• [Exercise]
Exactly reproduce the data from its first line through the line with "display:grid; place-items:center; width:80px;", leaving out every line after it.

• [Dataset content]
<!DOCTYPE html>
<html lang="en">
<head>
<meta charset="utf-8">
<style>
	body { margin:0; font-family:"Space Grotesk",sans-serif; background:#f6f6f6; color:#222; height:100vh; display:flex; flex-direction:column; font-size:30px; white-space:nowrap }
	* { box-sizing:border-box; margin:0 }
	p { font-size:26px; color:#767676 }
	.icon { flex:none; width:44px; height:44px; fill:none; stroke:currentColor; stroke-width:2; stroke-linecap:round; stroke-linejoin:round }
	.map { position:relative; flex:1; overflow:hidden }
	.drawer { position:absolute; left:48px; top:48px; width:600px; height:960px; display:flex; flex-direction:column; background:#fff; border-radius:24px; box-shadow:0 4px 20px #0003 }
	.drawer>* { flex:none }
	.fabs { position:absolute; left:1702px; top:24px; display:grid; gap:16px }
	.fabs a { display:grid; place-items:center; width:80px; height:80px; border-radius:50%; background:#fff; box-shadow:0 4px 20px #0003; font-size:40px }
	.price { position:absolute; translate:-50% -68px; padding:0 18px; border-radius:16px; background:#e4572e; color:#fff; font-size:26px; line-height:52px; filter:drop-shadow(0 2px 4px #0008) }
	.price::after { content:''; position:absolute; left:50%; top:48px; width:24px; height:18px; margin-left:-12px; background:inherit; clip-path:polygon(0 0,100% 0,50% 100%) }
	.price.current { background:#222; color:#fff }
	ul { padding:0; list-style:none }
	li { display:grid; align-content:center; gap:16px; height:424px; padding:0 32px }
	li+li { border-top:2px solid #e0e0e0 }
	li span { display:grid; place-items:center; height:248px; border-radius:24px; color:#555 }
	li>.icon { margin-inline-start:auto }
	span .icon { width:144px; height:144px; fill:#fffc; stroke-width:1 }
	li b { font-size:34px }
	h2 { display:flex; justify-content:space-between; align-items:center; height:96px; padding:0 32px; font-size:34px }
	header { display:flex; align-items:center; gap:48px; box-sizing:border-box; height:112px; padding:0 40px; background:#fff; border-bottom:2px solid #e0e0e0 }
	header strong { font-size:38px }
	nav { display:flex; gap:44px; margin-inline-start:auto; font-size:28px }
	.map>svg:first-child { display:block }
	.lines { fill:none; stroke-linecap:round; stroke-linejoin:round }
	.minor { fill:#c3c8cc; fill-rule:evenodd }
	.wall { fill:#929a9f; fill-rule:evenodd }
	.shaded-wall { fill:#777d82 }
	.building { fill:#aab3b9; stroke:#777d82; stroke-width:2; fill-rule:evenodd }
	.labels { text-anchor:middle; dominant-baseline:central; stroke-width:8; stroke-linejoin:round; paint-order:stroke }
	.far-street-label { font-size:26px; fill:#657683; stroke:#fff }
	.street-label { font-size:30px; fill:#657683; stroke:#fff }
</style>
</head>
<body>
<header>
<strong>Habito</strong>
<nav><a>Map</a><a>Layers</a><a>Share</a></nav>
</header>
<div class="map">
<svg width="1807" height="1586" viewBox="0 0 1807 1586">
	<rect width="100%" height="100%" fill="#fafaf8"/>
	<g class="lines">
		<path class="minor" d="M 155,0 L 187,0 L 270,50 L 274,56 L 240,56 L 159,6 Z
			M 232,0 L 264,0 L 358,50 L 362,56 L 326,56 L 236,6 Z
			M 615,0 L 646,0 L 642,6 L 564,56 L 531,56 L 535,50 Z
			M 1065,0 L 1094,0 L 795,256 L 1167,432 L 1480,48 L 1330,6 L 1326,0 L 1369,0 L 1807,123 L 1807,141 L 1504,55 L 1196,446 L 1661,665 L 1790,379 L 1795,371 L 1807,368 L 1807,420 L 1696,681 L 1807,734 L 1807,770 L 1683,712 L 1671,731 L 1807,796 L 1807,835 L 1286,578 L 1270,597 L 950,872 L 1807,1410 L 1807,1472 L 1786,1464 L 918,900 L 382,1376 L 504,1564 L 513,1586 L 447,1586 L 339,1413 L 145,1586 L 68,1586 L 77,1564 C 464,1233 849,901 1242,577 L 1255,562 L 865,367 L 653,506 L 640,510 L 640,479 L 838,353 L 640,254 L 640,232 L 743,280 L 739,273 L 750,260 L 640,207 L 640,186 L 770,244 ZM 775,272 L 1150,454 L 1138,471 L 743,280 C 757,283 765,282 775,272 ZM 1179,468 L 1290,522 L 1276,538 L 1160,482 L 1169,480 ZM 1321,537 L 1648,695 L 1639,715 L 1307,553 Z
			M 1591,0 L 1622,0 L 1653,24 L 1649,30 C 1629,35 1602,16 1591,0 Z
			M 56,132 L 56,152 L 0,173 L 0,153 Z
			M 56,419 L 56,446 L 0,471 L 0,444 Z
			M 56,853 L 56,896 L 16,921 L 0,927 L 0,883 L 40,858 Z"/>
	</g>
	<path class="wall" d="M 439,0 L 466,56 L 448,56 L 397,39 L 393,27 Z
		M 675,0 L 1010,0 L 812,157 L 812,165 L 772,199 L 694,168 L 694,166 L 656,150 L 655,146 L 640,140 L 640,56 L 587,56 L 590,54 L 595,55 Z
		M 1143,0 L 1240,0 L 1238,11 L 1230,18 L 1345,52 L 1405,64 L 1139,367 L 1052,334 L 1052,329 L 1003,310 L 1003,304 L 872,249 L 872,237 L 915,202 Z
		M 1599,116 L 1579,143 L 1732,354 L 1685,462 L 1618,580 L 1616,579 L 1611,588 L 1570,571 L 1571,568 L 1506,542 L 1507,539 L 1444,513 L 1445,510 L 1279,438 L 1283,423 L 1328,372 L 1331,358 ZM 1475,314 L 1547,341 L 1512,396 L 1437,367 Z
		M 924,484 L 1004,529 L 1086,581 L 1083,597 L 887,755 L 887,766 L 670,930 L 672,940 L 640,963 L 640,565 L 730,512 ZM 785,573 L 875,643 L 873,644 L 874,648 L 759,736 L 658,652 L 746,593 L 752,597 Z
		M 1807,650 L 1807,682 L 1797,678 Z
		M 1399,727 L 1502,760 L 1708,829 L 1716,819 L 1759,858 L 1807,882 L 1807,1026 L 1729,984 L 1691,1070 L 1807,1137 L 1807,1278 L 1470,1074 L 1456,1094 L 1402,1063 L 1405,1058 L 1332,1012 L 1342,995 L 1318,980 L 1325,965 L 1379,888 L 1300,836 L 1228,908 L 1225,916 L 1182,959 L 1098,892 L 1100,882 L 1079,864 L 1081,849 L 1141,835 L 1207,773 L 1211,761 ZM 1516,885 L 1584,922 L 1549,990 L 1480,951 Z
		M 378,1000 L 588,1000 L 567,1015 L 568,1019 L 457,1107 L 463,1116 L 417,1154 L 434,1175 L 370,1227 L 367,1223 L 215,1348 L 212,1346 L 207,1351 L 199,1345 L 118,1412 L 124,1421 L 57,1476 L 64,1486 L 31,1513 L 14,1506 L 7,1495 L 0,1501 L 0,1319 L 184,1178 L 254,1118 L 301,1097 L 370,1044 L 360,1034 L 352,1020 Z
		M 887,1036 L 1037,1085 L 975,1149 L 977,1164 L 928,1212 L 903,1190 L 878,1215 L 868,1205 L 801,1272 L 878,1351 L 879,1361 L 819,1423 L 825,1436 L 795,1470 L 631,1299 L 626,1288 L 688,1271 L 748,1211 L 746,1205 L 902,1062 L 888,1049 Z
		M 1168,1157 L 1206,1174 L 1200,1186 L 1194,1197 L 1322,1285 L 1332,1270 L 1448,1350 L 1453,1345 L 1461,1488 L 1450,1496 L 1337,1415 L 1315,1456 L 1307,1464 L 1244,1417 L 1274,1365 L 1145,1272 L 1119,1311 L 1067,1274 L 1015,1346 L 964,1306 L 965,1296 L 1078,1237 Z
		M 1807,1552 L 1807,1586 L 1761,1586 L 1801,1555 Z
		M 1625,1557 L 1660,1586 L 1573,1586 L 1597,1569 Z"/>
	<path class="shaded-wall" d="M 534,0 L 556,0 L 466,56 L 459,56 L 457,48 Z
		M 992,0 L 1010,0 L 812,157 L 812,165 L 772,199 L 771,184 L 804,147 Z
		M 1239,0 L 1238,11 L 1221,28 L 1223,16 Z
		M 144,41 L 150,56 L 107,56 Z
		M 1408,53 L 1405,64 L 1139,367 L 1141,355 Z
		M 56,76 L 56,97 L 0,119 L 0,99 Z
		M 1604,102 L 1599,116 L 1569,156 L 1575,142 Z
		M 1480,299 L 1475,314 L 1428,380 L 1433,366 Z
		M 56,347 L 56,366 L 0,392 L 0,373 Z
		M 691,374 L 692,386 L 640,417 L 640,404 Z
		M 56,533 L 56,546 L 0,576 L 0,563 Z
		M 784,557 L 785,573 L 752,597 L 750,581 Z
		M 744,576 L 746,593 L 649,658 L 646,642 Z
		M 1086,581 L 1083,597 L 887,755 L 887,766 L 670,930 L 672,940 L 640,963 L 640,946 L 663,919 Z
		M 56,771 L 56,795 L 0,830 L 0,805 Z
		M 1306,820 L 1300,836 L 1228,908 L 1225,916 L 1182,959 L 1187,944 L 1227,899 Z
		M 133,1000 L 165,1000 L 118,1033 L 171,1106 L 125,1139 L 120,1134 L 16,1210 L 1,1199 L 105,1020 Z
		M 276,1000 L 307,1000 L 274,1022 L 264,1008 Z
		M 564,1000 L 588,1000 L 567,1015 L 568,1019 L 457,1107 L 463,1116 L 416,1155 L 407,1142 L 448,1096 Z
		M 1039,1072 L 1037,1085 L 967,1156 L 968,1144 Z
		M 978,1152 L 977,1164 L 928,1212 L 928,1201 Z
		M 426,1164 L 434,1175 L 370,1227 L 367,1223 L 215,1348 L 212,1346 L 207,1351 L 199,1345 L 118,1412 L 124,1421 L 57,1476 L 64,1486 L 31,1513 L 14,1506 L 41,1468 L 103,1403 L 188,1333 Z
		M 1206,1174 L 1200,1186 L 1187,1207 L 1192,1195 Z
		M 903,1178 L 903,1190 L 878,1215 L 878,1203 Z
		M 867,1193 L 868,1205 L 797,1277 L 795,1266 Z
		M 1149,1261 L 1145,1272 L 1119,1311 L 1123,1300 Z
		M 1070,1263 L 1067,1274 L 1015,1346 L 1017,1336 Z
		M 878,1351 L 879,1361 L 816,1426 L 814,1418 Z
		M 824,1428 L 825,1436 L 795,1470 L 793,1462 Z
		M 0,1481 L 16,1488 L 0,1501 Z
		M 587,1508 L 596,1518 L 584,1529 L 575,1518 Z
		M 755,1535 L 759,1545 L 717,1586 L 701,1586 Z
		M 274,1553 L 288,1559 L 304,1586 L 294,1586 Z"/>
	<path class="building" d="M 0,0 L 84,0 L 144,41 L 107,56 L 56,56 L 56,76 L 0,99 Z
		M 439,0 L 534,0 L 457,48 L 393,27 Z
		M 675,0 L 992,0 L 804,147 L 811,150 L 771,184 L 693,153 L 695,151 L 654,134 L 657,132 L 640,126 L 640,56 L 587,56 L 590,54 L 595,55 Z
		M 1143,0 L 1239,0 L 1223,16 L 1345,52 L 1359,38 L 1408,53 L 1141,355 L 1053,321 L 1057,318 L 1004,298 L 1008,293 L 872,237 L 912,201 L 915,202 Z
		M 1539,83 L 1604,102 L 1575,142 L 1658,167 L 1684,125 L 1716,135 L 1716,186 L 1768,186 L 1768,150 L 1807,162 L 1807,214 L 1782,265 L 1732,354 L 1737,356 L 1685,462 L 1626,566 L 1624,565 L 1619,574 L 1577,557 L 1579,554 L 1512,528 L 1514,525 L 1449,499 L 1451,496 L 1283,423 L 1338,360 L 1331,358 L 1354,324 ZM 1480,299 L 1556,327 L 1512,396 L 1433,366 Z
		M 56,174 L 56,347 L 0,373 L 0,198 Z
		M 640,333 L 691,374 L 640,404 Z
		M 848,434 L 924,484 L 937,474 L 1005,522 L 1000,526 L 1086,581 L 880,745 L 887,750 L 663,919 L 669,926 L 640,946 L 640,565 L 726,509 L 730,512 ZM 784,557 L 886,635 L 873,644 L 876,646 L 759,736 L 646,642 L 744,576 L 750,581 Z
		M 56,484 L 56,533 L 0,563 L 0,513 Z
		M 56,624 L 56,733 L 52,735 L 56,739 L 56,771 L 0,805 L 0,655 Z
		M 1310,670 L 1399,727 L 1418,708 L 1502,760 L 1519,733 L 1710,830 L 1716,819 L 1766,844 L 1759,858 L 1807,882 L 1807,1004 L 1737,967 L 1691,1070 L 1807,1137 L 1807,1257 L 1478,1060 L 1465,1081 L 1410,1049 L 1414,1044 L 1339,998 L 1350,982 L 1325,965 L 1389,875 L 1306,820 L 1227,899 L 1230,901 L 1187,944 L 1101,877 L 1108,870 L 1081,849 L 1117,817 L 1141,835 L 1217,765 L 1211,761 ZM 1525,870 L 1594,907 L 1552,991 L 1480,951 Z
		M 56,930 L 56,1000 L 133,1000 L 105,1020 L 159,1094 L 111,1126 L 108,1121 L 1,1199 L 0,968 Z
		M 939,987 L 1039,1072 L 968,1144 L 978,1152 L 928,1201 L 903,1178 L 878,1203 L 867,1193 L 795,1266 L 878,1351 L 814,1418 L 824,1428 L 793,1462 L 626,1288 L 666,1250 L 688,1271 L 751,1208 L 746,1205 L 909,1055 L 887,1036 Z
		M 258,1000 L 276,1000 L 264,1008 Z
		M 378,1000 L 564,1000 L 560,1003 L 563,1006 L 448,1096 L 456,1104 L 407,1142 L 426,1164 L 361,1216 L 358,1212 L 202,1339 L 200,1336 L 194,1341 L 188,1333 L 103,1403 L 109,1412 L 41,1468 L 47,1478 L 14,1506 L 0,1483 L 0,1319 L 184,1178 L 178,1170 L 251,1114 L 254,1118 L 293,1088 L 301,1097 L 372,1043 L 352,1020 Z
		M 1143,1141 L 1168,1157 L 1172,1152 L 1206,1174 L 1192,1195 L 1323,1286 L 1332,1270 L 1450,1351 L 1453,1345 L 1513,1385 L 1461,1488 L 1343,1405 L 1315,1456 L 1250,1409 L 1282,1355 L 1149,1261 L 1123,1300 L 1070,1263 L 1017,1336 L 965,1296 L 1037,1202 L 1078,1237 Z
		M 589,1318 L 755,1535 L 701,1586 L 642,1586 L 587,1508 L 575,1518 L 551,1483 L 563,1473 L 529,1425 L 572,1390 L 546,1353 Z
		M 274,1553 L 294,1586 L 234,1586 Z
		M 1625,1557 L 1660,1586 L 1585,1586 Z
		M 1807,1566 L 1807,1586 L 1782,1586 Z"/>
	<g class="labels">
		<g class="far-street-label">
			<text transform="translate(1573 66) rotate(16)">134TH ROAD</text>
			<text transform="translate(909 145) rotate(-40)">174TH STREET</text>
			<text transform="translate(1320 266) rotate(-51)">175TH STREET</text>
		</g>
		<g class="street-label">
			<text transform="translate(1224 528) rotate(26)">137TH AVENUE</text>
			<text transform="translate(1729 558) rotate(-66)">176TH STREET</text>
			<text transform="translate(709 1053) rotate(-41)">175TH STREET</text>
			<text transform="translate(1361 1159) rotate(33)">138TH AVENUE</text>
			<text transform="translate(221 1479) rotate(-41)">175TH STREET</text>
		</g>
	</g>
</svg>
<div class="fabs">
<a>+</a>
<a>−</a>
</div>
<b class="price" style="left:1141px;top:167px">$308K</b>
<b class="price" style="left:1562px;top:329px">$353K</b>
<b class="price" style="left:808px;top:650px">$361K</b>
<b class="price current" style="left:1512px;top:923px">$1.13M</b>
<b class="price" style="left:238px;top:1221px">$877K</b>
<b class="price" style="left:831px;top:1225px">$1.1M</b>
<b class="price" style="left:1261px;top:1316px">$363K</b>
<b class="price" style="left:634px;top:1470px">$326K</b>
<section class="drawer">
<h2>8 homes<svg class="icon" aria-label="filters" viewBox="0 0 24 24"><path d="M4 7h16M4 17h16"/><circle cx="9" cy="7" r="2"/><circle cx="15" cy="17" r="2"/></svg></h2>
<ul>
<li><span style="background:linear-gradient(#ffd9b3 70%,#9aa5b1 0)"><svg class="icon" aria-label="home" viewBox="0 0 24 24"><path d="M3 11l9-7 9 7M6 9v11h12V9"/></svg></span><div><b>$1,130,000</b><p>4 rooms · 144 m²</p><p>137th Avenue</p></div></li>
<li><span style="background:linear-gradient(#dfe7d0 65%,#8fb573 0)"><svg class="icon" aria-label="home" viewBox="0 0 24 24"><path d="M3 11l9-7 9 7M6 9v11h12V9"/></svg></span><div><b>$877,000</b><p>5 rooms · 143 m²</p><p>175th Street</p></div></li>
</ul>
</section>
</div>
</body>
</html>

• [Exercise solution]
<!DOCTYPE html>
<html lang="en">
<head>
<meta charset="utf-8">
<style>
	body { margin:0; font-family:"Space Grotesk",sans-serif; background:#f6f6f6; color:#222; height:100vh; display:flex; flex-direction:column; font-size:30px; white-space:nowrap }
	* { box-sizing:border-box; margin:0 }
	p { font-size:26px; color:#767676 }
	.icon { flex:none; width:44px; height:44px; fill:none; stroke:currentColor; stroke-width:2; stroke-linecap:round; stroke-linejoin:round }
	.map { position:relative; flex:1; overflow:hidden }
	.drawer { position:absolute; left:48px; top:48px; width:600px; height:960px; display:flex; flex-direction:column; background:#fff; border-radius:24px; box-shadow:0 4px 20px #0003 }
	.drawer>* { flex:none }
	.fabs { position:absolute; left:1702px; top:24px; display:grid; gap:16px }
	.fabs a { display:grid; place-items:center; width:80px; height:80px; border-radius:50%; background:#fff; box-shadow:0 4px 20px #0003; font-size:40px }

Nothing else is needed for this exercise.